Teary, but happy!

My latest offering for my online blog at The Bargain Hunter left me a little teary.  I'm a happy mom, though, my kids are the best.  Read away and let me know what you think and maybe tell me some of your own stories?  




It's her now.


What do you do when all the tinsel is packed away, the last Christmas ball is found under the couch, and the sparkly white lights on the porch shine their last hurrah?

What do you do when it’s time for your child to fly away into the vast gray skies back to their life in a faraway college town?   

You hitch up your boots, hug them hard, and say goodbye.

Christmas is long gone, safely ensconced in the annals of time.  New Years has come with all its glitzy once-in-a-lifetime craziness.  We ushered it in and watched it leave, as we slept the day away and filled ourselves with pork and kraut.  As the days grew closer to that inevitable trip to the airport, each hour and second that passed were denied in the only way we know how to do – ignore them.  

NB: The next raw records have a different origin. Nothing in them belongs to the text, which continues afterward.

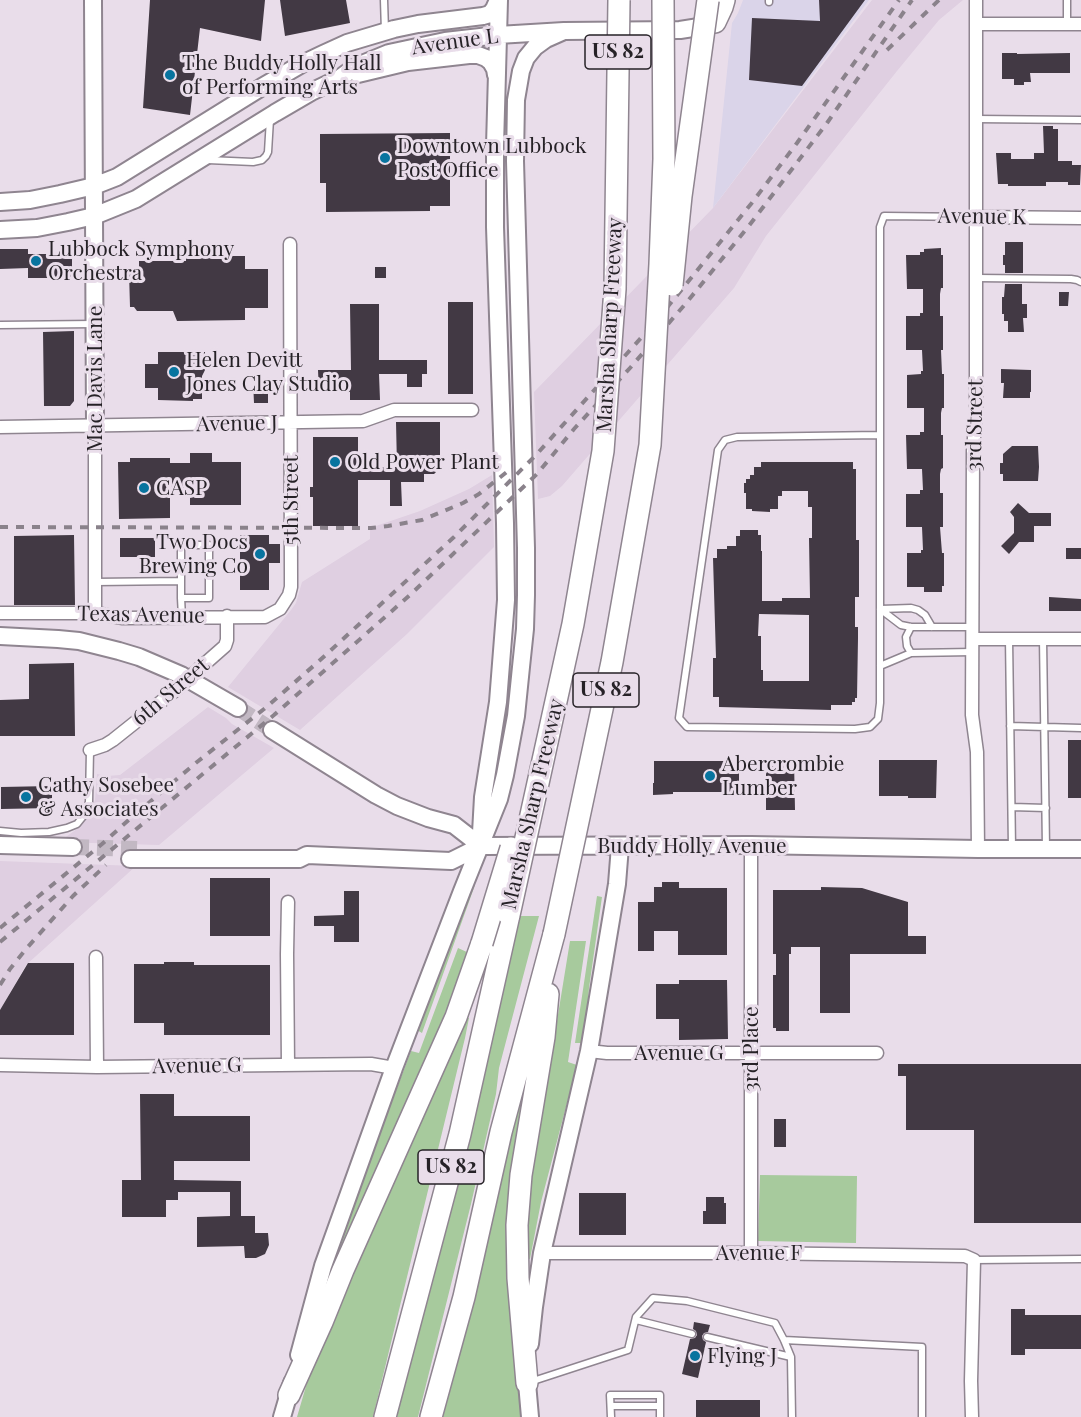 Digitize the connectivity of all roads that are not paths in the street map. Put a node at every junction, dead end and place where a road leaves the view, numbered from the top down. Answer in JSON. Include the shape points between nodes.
{"nodes":[{"id":1,"x":93,"y":0,"type":"edge"},
{"id":2,"x":384,"y":0,"type":"edge"},
{"id":3,"x":499,"y":0,"type":"edge"},
{"id":4,"x":609,"y":0,"type":"edge"},
{"id":5,"x":620,"y":0,"type":"edge"},
{"id":6,"x":663,"y":0,"type":"edge"},
{"id":7,"x":708,"y":0,"type":"edge"},
{"id":8,"x":724,"y":0,"type":"edge"},
{"id":9,"x":731,"y":0,"type":"edge"},
{"id":10,"x":976,"y":0,"type":"edge"},
{"id":11,"x":1067,"y":0,"type":"edge"},
{"id":12,"x":715,"y":22,"type":"junction"},
{"id":13,"x":976,"y":24,"type":"junction"},
{"id":14,"x":1067,"y":24,"type":"junction"},
{"id":15,"x":1081,"y":24,"type":"edge"},
{"id":16,"x":385,"y":31,"type":"junction"},
{"id":17,"x":564,"y":31,"type":"junction"},
{"id":18,"x":498,"y":35,"type":"junction"},
{"id":19,"x":340,"y":78,"type":"junction"},
{"id":20,"x":496,"y":79,"type":"junction"},
{"id":21,"x":617,"y":103,"type":"junction"},
{"id":22,"x":270,"y":116,"type":"junction"},
{"id":23,"x":976,"y":119,"type":"junction"},
{"id":24,"x":1081,"y":120,"type":"edge"},
{"id":25,"x":201,"y":160,"type":"junction"},
{"id":26,"x":94,"y":186,"type":"junction"},
{"id":27,"x":0,"y":202,"type":"edge"},
{"id":28,"x":94,"y":216,"type":"junction"},
{"id":29,"x":976,"y":217,"type":"junction"},
{"id":30,"x":1081,"y":218,"type":"edge"},
{"id":31,"x":0,"y":230,"type":"edge"},
{"id":32,"x":290,"y":244,"type":"dead end"},
{"id":33,"x":976,"y":278,"type":"junction"},
{"id":34,"x":1081,"y":282,"type":"edge"},
{"id":35,"x":95,"y":324,"type":"junction"},
{"id":36,"x":0,"y":325,"type":"edge"},
{"id":37,"x":472,"y":410,"type":"dead end"},
{"id":38,"x":291,"y":424,"type":"junction"},
{"id":39,"x":95,"y":426,"type":"junction"},
{"id":40,"x":0,"y":428,"type":"edge"},
{"id":41,"x":880,"y":435,"type":"junction"},
{"id":42,"x":650,"y":445,"type":"junction"},
{"id":43,"x":181,"y":581,"type":"junction"},
{"id":44,"x":95,"y":582,"type":"junction"},
{"id":45,"x":181,"y":598,"type":"junction"},
{"id":46,"x":280,"y":609,"type":"joint"},
{"id":47,"x":880,"y":609,"type":"junction"},
{"id":48,"x":0,"y":613,"type":"edge"},
{"id":49,"x":95,"y":613,"type":"junction"},
{"id":50,"x":227,"y":616,"type":"junction"},
{"id":51,"x":182,"y":617,"type":"junction"},
{"id":52,"x":911,"y":627,"type":"junction"},
{"id":53,"x":932,"y":627,"type":"junction"},
{"id":54,"x":973,"y":633,"type":"junction"},
{"id":55,"x":0,"y":636,"type":"edge"},
{"id":56,"x":1009,"y":639,"type":"junction"},
{"id":57,"x":1043,"y":639,"type":"junction"},
{"id":58,"x":1081,"y":639,"type":"edge"},
{"id":59,"x":973,"y":652,"type":"junction"},
{"id":60,"x":911,"y":653,"type":"junction"},
{"id":61,"x":880,"y":666,"type":"junction"},
{"id":62,"x":562,"y":675,"type":"junction"},
{"id":63,"x":238,"y":708,"type":"tunnel mouth"},
{"id":64,"x":1010,"y":726,"type":"junction"},
{"id":65,"x":1044,"y":727,"type":"junction"},
{"id":66,"x":1081,"y":728,"type":"edge"},
{"id":67,"x":272,"y":730,"type":"tunnel mouth"},
{"id":68,"x":90,"y":750,"type":"joint"},
{"id":69,"x":1011,"y":807,"type":"junction"},
{"id":70,"x":1046,"y":808,"type":"junction"},
{"id":71,"x":0,"y":831,"type":"edge"},
{"id":72,"x":0,"y":845,"type":"edge"},
{"id":73,"x":752,"y":845,"type":"junction"},
{"id":74,"x":481,"y":846,"type":"junction"},
{"id":75,"x":620,"y":846,"type":"junction"},
{"id":76,"x":978,"y":849,"type":"junction"},
{"id":77,"x":1011,"y":849,"type":"junction"},
{"id":78,"x":1046,"y":849,"type":"junction"},
{"id":79,"x":1081,"y":849,"type":"edge"},
{"id":80,"x":135,"y":854,"type":"tunnel mouth"},
{"id":81,"x":0,"y":855,"type":"edge"},
{"id":82,"x":288,"y":902,"type":"dead end"},
{"id":83,"x":554,"y":934,"type":"junction"},
{"id":84,"x":96,"y":957,"type":"dead end"},
{"id":85,"x":589,"y":1051,"type":"junction"},
{"id":86,"x":751,"y":1053,"type":"junction"},
{"id":87,"x":877,"y":1053,"type":"dead end"},
{"id":88,"x":0,"y":1065,"type":"edge"},
{"id":89,"x":288,"y":1065,"type":"junction"},
{"id":90,"x":97,"y":1067,"type":"junction"},
{"id":91,"x":394,"y":1068,"type":"junction"},
{"id":92,"x":542,"y":1253,"type":"junction"},
{"id":93,"x":751,"y":1253,"type":"junction"},
{"id":94,"x":1081,"y":1259,"type":"edge"},
{"id":95,"x":975,"y":1260,"type":"junction"},
{"id":96,"x":636,"y":1320,"type":"junction"},
{"id":97,"x":692,"y":1334,"type":"dead end"},
{"id":98,"x":707,"y":1337,"type":"dead end"},
{"id":99,"x":784,"y":1340,"type":"junction"},
{"id":100,"x":791,"y":1358,"type":"junction"},
{"id":101,"x":527,"y":1383,"type":"junction"},
{"id":102,"x":289,"y":1395,"type":"junction"},
{"id":103,"x":611,"y":1406,"type":"junction"},
{"id":104,"x":660,"y":1406,"type":"junction"},
{"id":105,"x":282,"y":1417,"type":"edge"},
{"id":106,"x":385,"y":1417,"type":"edge"},
{"id":107,"x":431,"y":1417,"type":"edge"},
{"id":108,"x":530,"y":1417,"type":"edge"},
{"id":109,"x":611,"y":1417,"type":"edge"},
{"id":110,"x":660,"y":1417,"type":"edge"},
{"id":111,"x":792,"y":1417,"type":"edge"},
{"id":112,"x":922,"y":1417,"type":"edge"},
{"id":113,"x":972,"y":1417,"type":"edge"}],
"edges":[{"from":1,"to":26,"type":"main road","name":"Mac Davis Lane"},
{"from":2,"to":16,"type":"lane"},
{"from":3,"to":16,"type":"main road","name":"Avenue L","via":[[490,14],[483,16]]},
{"from":3,"to":18,"type":"main road","name":"Marsha Sharp Freeway"},
{"from":4,"to":21,"type":"highway","bridge":true},
{"from":5,"to":21,"type":"highway","name":"Marsha Sharp Freeway","number":"US 82","bridge":true},
{"from":6,"to":42,"type":"highway","number":"US 82","bridge":true,"via":[[664,159]]},
{"from":7,"to":42,"type":"highway","bridge":true,"via":[[681,196],[661,398]]},
{"from":8,"to":12,"type":"highway"},
{"from":9,"to":12,"type":"main road"},
{"from":10,"to":13,"type":"street","name":"3rd Street"},
{"from":11,"to":14,"type":"lane"},
{"from":12,"to":17,"type":"main road","name":"Avenue L","via":[[680,30]]},
{"from":13,"to":14,"type":"street"},
{"from":13,"to":23,"type":"street","name":"3rd Street"},
{"from":14,"to":15,"type":"street"},
{"from":16,"to":26,"type":"main road","name":"Avenue L","via":[[300,65],[117,177]]},
{"from":17,"to":18,"type":"main road","name":"Avenue L"},
{"from":17,"to":74,"type":"main road","name":"Marsha Sharp Freeway","via":[[546,39],[526,58],[516,100],[525,629],[505,775]]},
{"from":18,"to":19,"type":"main road","name":"Avenue L","via":[[403,49],[355,67]]},
{"from":18,"to":20,"type":"main road","name":"Marsha Sharp Freeway"},
{"from":19,"to":20,"type":"main road","via":[[408,62],[478,55],[491,62]]},
{"from":19,"to":22,"type":"main road","name":"Avenue L"},
{"from":20,"to":74,"type":"main road","name":"Marsha Sharp Freeway","via":[[495,227],[506,600]]},
{"from":21,"to":62,"type":"highway","name":"Marsha Sharp Freeway","bridge":true,"via":[[615,289],[603,451]]},
{"from":22,"to":25,"type":"main road","name":"Avenue L"},
{"from":22,"to":25,"type":"lane","via":[[268,152],[262,160]]},
{"from":23,"to":24,"type":"lane"},
{"from":23,"to":29,"type":"street","name":"3rd Street"},
{"from":25,"to":28,"type":"main road","name":"Avenue L","via":[[136,199]]},
{"from":26,"to":27,"type":"main road","name":"Avenue L"},
{"from":26,"to":28,"type":"main road","name":"Mac Davis Lane"},
{"from":28,"to":31,"type":"main road","via":[[37,228]]},
{"from":28,"to":35,"type":"main road","name":"Mac Davis Lane"},
{"from":29,"to":30,"type":"street","name":"Avenue K"},
{"from":29,"to":33,"type":"street","name":"3rd Street"},
{"from":29,"to":41,"type":"lane","name":"Avenue K","via":[[884,216],[880,227]]},
{"from":32,"to":38,"type":"street","name":"5th Street"},
{"from":33,"to":34,"type":"lane"},
{"from":33,"to":54,"type":"street","name":"3rd Street"},
{"from":35,"to":36,"type":"lane"},
{"from":35,"to":39,"type":"main road","name":"Mac Davis Lane"},
{"from":37,"to":38,"type":"street","name":"Avenue J","via":[[394,410],[363,422]]},
{"from":38,"to":39,"type":"street","name":"Avenue J"},
{"from":38,"to":46,"type":"street","name":"5th Street","via":[[291,587]]},
{"from":39,"to":40,"type":"street","name":"Avenue J"},
{"from":39,"to":44,"type":"street","name":"Mac Davis Lane"},
{"from":41,"to":47,"type":"lane"},
{"from":41,"to":61,"type":"lane","via":[[725,440],[718,450],[679,718],[687,727],[870,727],[878,719]]},
{"from":42,"to":83,"type":"highway","number":"US 82","bridge":true,"via":[[612,662]]},
{"from":43,"to":44,"type":"lane"},
{"from":43,"to":45,"type":"lane"},
{"from":43,"to":45,"type":"lane","via":[[181,545],[209,545],[209,598]]},
{"from":44,"to":49,"type":"street","name":"Mac Davis Lane"},
{"from":45,"to":51,"type":"lane"},
{"from":46,"to":50,"type":"street","name":"Texas Avenue","via":[[266,617]]},
{"from":47,"to":52,"type":"lane","via":[[901,625]]},
{"from":47,"to":53,"type":"lane","via":[[918,610]]},
{"from":47,"to":61,"type":"lane"},
{"from":48,"to":49,"type":"street","name":"Texas Avenue"},
{"from":49,"to":51,"type":"street","name":"Texas Avenue","via":[[123,618]]},
{"from":50,"to":51,"type":"street","name":"Texas Avenue"},
{"from":50,"to":68,"type":"street","name":"6th Street","bridge":true,"via":[[225,646],[113,740]]},
{"from":52,"to":53,"type":"lane"},
{"from":52,"to":60,"type":"lane","via":[[906,637]]},
{"from":53,"to":54,"type":"lane"},
{"from":54,"to":56,"type":"street"},
{"from":54,"to":59,"type":"street","name":"3rd Street"},
{"from":55,"to":63,"type":"main road","name":"Texas Avenue","via":[[79,641],[139,657],[181,675]]},
{"from":56,"to":57,"type":"street"},
{"from":56,"to":64,"type":"lane"},
{"from":57,"to":58,"type":"street"},
{"from":57,"to":65,"type":"lane"},
{"from":59,"to":60,"type":"lane"},
{"from":59,"to":76,"type":"street","name":"3rd Street"},
{"from":60,"to":61,"type":"lane"},
{"from":62,"to":102,"type":"highway","bridge":true,"via":[[456,1017]]},
{"from":62,"to":106,"type":"highway","name":"Marsha Sharp Freeway","number":"US 82","bridge":true,"via":[[460,1134]]},
{"from":64,"to":65,"type":"lane"},
{"from":64,"to":69,"type":"lane"},
{"from":65,"to":66,"type":"lane"},
{"from":65,"to":70,"type":"lane"},
{"from":67,"to":74,"type":"main road","via":[[376,795],[454,825]]},
{"from":68,"to":71,"type":"lane","via":[[89,802],[77,824],[49,832]]},
{"from":69,"to":70,"type":"lane"},
{"from":69,"to":77,"type":"lane"},
{"from":70,"to":78,"type":"lane"},
{"from":72,"to":81,"type":"main road","via":[[67,852]]},
{"from":73,"to":75,"type":"main road","name":"Buddy Holly Avenue"},
{"from":73,"to":76,"type":"main road","name":"Buddy Holly Avenue"},
{"from":73,"to":86,"type":"street","name":"3rd Place"},
{"from":74,"to":75,"type":"main road","name":"Buddy Holly Avenue"},
{"from":74,"to":80,"type":"main road","name":"Buddy Holly Avenue","via":[[452,861]]},
{"from":74,"to":91,"type":"main road","name":"Marsha Sharp Freeway"},
{"from":75,"to":85,"type":"main road"},
{"from":76,"to":77,"type":"main road","name":"Buddy Holly Avenue"},
{"from":77,"to":78,"type":"main road","name":"Buddy Holly Avenue"},
{"from":78,"to":79,"type":"main road","name":"Buddy Holly Avenue"},
{"from":82,"to":89,"type":"street"},
{"from":83,"to":101,"type":"highway","via":[[544,1037],[521,1175],[517,1225]]},
{"from":83,"to":107,"type":"highway","number":"US 82"},
{"from":84,"to":90,"type":"street"},
{"from":85,"to":86,"type":"street","name":"Avenue G"},
{"from":85,"to":92,"type":"main road"},
{"from":86,"to":87,"type":"street","name":"Avenue G"},
{"from":86,"to":93,"type":"street","name":"3rd Place"},
{"from":88,"to":90,"type":"street","name":"Avenue G"},
{"from":89,"to":90,"type":"street","name":"Avenue G"},
{"from":89,"to":91,"type":"street","name":"Avenue G","via":[[371,1064]]},
{"from":91,"to":102,"type":"main road","name":"Marsha Sharp Freeway","via":[[323,1266]]},
{"from":92,"to":93,"type":"street","name":"Avenue F"},
{"from":92,"to":101,"type":"main road"},
{"from":93,"to":95,"type":"street","name":"Avenue F","via":[[965,1256]]},
{"from":94,"to":95,"type":"lane"},
{"from":95,"to":113,"type":"street"},
{"from":96,"to":97,"type":"lane"},
{"from":96,"to":99,"type":"lane","via":[[653,1299],[687,1301],[775,1323]]},
{"from":96,"to":101,"type":"lane","via":[[628,1350]]},
{"from":98,"to":100,"type":"lane"},
{"from":99,"to":100,"type":"lane"},
{"from":99,"to":112,"type":"lane","via":[[922,1347]]},
{"from":100,"to":111,"type":"lane"},
{"from":101,"to":108,"type":"main road"},
{"from":102,"to":105,"type":"main road","name":"Marsha Sharp Freeway"},
{"from":103,"to":104,"type":"lane"},
{"from":103,"to":104,"type":"lane","via":[[610,1395],[660,1395]]},
{"from":103,"to":109,"type":"lane"},
{"from":104,"to":110,"type":"lane"}]}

Up until that last second when you know it’s time they start packing.  Start putting everything in that little green suitcase that was deemed worthy of the trip, and find a place for the new treasures that were selected and offered as gifts.  

This life, this trail of jet fuel that snakes its way ever southward, connecting us through not only the receiving, but the taking away - this is what has become our reality.  We embrace it for the goodness that it has brought, yet want to shake it off for how far apart it makes us.  

You left a little girl, searching for that life that disconnected you from us.  Anything to get away from this small town that grew you, yet stifled you.  This is not a negative thing.  Every child needs to break the umbilical cord that stretches, unseen and unwanted, from parent to child.  That cutting is what makes them grow.  Still attached, it makes them stay children.  Oddly bound, unable to shoot in the direction they must go.

The rending of my heart, though, never quite heals. 

Technology has afforded me the luxury of being in touch with you at all times.  

Facebook, text, Skype, and even Words with Friends – all let me enter your world without invading it.  You call me as you’re biking to work or school, while babysitting, or before a big test.  I wait for these connections, and without fail, every day they occur.   

I don’t look at it as “she needs her mama” – I look at it that she’s deemed me worthy or her day.  Her life.  The information she shares with me is proffered – like an invitation to the big dance.  I take this and hold it close to my heart.  I can no longer tell her what she can and cannot do.  I can offer her my wisdom and my thoughts – but she will, in the end, decide what to do with them.  

Her father’s heart has had a harder time letting go.  He still wants to tuck her under his wing with his words the only ones she should hear – but too many others have now entered it.  A dad never really wants to let his little girl go.  He does, though, and talks of independence and clarity come about.  Talks of what direction she should go, what she can do to surge ahead, what she can do to succeed.  These are what satisfy him, as he once again sends her back.  A sometimes not so gentle pushing, back and forth, for two minds that are so alike.  She will succeed because he is behind her, and he is also in those brain cells that fire away with the need to forge ahead and make it.  She will make it because for 21 years, he has pushed her to make it.  That sharp-edged hardness comes out when she needs it.  

Today, though, I head to work knowing that when my day is done, it’s time to head to that place where huge engines fire.  Where my grown up daughter will buckle herself in, and head back to the place in the sun where she still has a little time to learn.  Another year and a half of books and knowledge.  Another period of time to grow. 

I don’t know when I will see her again.  The Christmas parting is the hardest.  She won’t come home for Easter break, or even for spring break.  The distance is too vast to just hop on a plane every other month.  I will steadfastly hug her goodbye, and wipe her tears away – that just recently started appearing when she leaves.  I will wait for the text that tells me she’s on the plane, that tells me she’s made it to her connection, that tells me she’s made it home, and that finally tells me she’s made it to her apartment.  

Only then will I shed a tear.  And I will just as quickly wipe it away, for her life is good.  Full of good things yet to discover, places to go, places to explore.  I want it all for her, and for that, I would never wish her here.  This world is hers.  It’s her now.